This would be a post of one of my many
rantings at three am on a weekday.
No jokes,
I couldn't sleep so here I am writing something up.
It has been so weird. I used to be able to sit in front of a laptop and type out whatever ; whenever my heart is a mess and I would always be able to pour out everything that would have been bugging me.
Funny, it is the holidays and unlike many others,
I only had 28 days of rest which I am totally wasting trust me. Nothing has been done so far and I am so sick to even think about things I am supposed to do.
I've been speaking to amma about it.
That it had been bothering me. That, I should
pull myself together and restart, but then again,
I keep telling her that it is swallowing me inside out.
I keep assuring myself that it would be okay. That everything would eventually fall into place. That all
is well. That I should have faith and move forward.
As hard as it is to believe this, I feel things I am doing at home is even more difficult for me than to face these people and sort them out in uni itself. Why am
I even more caught up at home rather than in school?
There is so much that I am supposed to do. There is just so much that I HAVE to do, yet I am stalling, all of it. For more time. For more of what, I don't know.
People around me think that I should trust you, but is it me or is it my "inner voices" who had been telling me that I should think twice when it comes to you.
I've opened up too much to you, I've never opened up this much to anyone before. But there's just something about you that secretly tells me ;
that I need to find out what.
And you asked me what I think about love.

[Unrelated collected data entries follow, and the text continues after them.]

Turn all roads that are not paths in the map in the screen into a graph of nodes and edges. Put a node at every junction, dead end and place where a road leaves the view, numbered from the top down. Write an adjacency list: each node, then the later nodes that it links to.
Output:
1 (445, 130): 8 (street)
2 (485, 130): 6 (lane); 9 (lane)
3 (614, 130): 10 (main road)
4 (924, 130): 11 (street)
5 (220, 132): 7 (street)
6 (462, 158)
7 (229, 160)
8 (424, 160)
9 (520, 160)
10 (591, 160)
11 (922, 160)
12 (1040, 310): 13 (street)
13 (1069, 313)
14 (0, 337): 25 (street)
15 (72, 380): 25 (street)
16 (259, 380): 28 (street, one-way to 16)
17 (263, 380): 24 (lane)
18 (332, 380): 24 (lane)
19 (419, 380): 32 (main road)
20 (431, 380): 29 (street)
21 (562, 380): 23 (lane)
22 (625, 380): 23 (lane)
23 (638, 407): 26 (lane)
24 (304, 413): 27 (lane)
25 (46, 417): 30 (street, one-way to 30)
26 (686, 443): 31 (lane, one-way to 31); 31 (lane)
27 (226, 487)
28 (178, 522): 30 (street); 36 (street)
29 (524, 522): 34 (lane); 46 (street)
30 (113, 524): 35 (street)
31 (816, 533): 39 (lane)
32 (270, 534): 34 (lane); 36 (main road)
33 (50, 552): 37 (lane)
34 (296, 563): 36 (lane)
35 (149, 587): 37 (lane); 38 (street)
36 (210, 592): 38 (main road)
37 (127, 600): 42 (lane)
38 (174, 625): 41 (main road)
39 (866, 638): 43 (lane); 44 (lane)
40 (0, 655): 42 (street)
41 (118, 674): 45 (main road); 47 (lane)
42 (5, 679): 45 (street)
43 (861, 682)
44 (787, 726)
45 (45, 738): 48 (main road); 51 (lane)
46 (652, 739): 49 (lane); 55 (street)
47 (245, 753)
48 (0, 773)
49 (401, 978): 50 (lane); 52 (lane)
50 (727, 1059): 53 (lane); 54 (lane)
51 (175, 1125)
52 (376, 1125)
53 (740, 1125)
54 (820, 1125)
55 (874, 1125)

Well, like the movie Yeh Jawaani Hai Deewani, in their song Kabira, remember the part where Deepika would walk down with her best friend, the bride, down the aisle, towards the bridal beds, that was the EXACT same moments that Ranbir looked up and saw her, and he KNEW, he knew that in that instance, that is in LOVE, that he is in LOVE with her and that he shouldn't let her go :) That, my friend, to me, is love.
You've been rewatching our movies again, perhaps hers, for all I care, well who am I joking, I am right? Well obviously, or else, what am I doing here? Raveenaa enough. Enough is enough.
I'mma call it a night. That's about it. Sorry, as always. For the late night spams.